Rulers have been extracting wealth probably since rulers and concentrated societies existed. This review agrees with you that it is difficult, but it seems an exaggeration to say that Africans couldn't figure it out until the past few centuries. Unless I'm wrong, but if Africa also lacks anything worth anything worth stealing, maybe that contributes to its lack of developed nations?
When HBD proponents talk about “Africa” we are pretty much exclusively referring to sub-Saharan/“black” Africa. Egypt, Carthage, and other historical North African superstates were Semitic or Semitic-adjacent, and part of the Mediterranean world, not the “African” world as most people intend it when doing comparative history like this.
Ok, but the Northern part of Africa is still incredibly dysfunctional and poor today, so it still seems to present a question about what makes people capable of building civilization which can't be answered by reference to inherent intelligence. I don't know enough about the ancient history of sub-Saharan Africa specifically, but I do know that Botswana has seemingly dodged most of the problems plaguing its neighbors and is substantially richer than Egypt today.
The northern part of Africa today has basically no genetic continuity with ancient Egypt or Carthage; Northern African countries are overwhelmingly Arab, due to the Arab conquests of the seventh century under the Umayyad and Rashidun Caliphates. I agree with you that hereditary IQ is not the entire story of why many MENA countries are as poor and dysfunctional as they are, but trying to link them to the ancient Mediterranean empires of the Bronze and Iron Ages doesn’t make any sense either, since there’s little to no genetic carry-over between then and now.

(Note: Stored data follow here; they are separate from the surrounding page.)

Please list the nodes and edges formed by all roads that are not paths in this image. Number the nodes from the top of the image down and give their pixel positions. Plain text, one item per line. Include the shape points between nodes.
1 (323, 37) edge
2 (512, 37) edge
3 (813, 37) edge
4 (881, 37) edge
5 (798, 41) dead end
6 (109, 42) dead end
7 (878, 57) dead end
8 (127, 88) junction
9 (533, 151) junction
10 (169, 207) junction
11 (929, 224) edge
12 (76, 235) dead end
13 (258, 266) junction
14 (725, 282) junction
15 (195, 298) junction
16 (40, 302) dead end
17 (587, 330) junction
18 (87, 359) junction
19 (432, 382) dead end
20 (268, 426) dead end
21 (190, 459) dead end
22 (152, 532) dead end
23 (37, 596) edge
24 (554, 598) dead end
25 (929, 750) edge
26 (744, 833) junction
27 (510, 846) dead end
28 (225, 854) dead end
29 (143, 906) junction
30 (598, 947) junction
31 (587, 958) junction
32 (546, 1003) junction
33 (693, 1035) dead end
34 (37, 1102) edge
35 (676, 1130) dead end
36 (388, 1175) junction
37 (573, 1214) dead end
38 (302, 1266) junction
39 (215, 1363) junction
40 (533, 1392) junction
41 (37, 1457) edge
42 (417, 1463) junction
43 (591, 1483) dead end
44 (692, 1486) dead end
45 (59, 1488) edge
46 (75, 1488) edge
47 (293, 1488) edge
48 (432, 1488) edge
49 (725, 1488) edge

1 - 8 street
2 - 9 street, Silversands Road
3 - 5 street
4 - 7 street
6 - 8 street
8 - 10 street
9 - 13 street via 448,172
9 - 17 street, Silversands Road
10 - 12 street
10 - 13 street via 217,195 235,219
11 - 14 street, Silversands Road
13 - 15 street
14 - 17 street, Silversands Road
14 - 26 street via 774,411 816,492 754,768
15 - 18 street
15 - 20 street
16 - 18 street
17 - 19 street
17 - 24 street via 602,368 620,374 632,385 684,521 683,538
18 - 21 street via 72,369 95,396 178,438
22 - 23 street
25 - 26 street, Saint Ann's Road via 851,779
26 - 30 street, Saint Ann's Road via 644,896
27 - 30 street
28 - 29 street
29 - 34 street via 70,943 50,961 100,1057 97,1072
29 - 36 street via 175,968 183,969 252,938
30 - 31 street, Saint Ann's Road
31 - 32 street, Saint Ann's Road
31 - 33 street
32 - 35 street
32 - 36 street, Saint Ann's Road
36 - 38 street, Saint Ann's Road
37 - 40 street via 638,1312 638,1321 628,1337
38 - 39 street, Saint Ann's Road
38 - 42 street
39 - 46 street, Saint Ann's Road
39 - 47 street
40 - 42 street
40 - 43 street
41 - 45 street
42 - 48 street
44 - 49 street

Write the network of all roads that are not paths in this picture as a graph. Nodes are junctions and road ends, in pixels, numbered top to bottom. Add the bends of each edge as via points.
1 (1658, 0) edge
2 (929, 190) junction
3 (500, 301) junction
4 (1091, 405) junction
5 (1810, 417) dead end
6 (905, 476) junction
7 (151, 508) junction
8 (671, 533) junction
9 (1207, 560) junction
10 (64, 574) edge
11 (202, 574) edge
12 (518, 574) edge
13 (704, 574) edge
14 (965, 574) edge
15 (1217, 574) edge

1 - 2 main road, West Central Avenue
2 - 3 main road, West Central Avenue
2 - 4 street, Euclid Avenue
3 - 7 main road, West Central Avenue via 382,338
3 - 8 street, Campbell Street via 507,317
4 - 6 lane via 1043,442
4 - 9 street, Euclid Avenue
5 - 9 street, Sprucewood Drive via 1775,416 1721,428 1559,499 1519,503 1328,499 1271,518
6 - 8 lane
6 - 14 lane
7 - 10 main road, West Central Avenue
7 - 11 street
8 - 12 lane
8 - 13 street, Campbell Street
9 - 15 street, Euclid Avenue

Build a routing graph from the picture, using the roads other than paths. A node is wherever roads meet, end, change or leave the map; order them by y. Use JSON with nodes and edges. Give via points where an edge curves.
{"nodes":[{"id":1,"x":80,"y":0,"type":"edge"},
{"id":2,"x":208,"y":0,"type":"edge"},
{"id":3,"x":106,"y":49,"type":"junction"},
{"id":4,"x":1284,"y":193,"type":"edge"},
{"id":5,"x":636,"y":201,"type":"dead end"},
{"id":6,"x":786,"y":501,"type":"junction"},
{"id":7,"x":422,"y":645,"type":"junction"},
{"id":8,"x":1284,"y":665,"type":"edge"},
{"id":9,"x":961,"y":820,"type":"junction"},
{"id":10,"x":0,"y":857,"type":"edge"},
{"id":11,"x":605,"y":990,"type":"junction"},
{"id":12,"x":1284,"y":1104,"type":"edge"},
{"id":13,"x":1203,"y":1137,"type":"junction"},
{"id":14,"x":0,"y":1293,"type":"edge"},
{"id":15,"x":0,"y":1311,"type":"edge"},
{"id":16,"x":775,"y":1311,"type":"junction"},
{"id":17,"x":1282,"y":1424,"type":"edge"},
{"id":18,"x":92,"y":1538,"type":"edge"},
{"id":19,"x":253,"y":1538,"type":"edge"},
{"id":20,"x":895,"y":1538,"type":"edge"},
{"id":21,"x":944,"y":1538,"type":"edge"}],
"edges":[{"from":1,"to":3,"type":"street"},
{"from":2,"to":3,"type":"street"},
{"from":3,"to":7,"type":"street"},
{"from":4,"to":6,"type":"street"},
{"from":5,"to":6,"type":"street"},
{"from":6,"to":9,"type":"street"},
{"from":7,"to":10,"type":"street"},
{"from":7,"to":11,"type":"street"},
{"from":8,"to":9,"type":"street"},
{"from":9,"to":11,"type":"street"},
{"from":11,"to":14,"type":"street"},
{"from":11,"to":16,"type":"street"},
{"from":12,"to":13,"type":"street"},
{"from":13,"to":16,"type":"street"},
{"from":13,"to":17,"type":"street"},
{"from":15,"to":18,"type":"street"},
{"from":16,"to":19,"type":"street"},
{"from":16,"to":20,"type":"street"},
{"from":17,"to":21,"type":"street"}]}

But the ancient Arab world didn't lack large and rich cities, centralized empires, writing, art, mathematics, etc. either. Even today some Arab countries have most of those things; yes, it's unsustainable decadence due to oil rather than true economic development, but they still managed to maintain a reasonably stable government, something resembling property rights, etc.
Actually, Arabs are Semitic, so yes the current inhabitants of North Africa are not directly descended from pharaohs or Carthaginians, but they aren't that distantly related either.